**Data for this exercise:**
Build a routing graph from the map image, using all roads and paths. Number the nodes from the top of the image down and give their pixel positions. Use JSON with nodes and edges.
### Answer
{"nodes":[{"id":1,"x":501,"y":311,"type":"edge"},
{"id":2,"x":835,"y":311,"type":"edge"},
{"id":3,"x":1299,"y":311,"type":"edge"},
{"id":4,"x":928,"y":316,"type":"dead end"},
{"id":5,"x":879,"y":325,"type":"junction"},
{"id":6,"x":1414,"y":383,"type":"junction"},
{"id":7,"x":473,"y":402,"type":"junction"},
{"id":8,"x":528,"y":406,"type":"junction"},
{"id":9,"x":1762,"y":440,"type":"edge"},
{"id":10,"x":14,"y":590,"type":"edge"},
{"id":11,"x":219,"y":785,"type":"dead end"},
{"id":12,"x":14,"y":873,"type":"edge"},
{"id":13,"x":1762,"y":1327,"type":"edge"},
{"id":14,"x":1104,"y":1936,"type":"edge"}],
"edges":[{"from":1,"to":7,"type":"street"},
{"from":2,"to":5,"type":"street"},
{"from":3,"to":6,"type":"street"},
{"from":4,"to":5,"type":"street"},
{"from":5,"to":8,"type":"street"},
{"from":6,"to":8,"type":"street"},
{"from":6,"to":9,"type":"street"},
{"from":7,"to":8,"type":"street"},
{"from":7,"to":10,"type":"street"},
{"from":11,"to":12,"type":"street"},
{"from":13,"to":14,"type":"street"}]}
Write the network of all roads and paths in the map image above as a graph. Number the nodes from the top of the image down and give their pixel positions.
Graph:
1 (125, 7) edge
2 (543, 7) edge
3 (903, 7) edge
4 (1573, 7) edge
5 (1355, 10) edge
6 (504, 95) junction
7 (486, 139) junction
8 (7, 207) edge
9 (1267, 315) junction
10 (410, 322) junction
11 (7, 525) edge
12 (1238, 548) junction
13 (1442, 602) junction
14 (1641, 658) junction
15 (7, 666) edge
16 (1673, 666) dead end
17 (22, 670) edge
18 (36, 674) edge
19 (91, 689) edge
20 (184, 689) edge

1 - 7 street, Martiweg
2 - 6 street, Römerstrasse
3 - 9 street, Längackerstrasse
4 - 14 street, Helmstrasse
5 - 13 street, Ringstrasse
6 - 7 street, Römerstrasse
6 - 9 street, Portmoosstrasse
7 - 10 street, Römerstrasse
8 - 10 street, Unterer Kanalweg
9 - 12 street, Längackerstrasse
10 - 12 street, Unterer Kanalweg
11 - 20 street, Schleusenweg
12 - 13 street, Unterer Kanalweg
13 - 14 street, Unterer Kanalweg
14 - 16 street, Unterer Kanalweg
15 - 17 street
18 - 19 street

**Exercise:**
Each line of the data must be retyped exactly as written.

**Response below:**
Build a routing graph from the map image, using all roads and paths. Number the nodes from the top of the image down and give their pixel positions. Use JSON with nodes and edges.
### Answer
{"nodes":[{"id":1,"x":501,"y":311,"type":"edge"},
{"id":2,"x":835,"y":311,"type":"edge"},
{"id":3,"x":1299,"y":311,"type":"edge"},
{"id":4,"x":928,"y":316,"type":"dead end"},
{"id":5,"x":879,"y":325,"type":"junction"},
{"id":6,"x":1414,"y":383,"type":"junction"},
{"id":7,"x":473,"y":402,"type":"junction"},
{"id":8,"x":528,"y":406,"type":"junction"},
{"id":9,"x":1762,"y":440,"type":"edge"},
{"id":10,"x":14,"y":590,"type":"edge"},
{"id":11,"x":219,"y":785,"type":"dead end"},
{"id":12,"x":14,"y":873,"type":"edge"},
{"id":13,"x":1762,"y":1327,"type":"edge"},
{"id":14,"x":1104,"y":1936,"type":"edge"}],
"edges":[{"from":1,"to":7,"type":"street"},
{"from":2,"to":5,"type":"street"},
{"from":3,"to":6,"type":"street"},
{"from":4,"to":5,"type":"street"},
{"from":5,"to":8,"type":"street"},
{"from":6,"to":8,"type":"street"},
{"from":6,"to":9,"type":"street"},
{"from":7,"to":8,"type":"street"},
{"from":7,"to":10,"type":"street"},
{"from":11,"to":12,"type":"street"},
{"from":13,"to":14,"type":"street"}]}
Write the network of all roads and paths in the map image above as a graph. Number the nodes from the top of the image down and give their pixel positions.
Graph:
1 (125, 7) edge
2 (543, 7) edge
3 (903, 7) edge
4 (1573, 7) edge
5 (1355, 10) edge
6 (504, 95) junction
7 (486, 139) junction
8 (7, 207) edge
9 (1267, 315) junction
10 (410, 322) junction
11 (7, 525) edge
12 (1238, 548) junction
13 (1442, 602) junction
14 (1641, 658) junction
15 (7, 666) edge
16 (1673, 666) dead end
17 (22, 670) edge
18 (36, 674) edge
19 (91, 689) edge
20 (184, 689) edge

1 - 7 street, Martiweg
2 - 6 street, Römerstrasse
3 - 9 street, Längackerstrasse
4 - 14 street, Helmstrasse
5 - 13 street, Ringstrasse
6 - 7 street, Römerstrasse
6 - 9 street, Portmoosstrasse
7 - 10 street, Römerstrasse
8 - 10 street, Unterer Kanalweg
9 - 12 street, Längackerstrasse
10 - 12 street, Unterer Kanalweg
11 - 20 street, Schleusenweg
12 - 13 street, Unterer Kanalweg
13 - 14 street, Unterer Kanalweg
14 - 16 street, Unterer Kanalweg
15 - 17 street
18 - 19 street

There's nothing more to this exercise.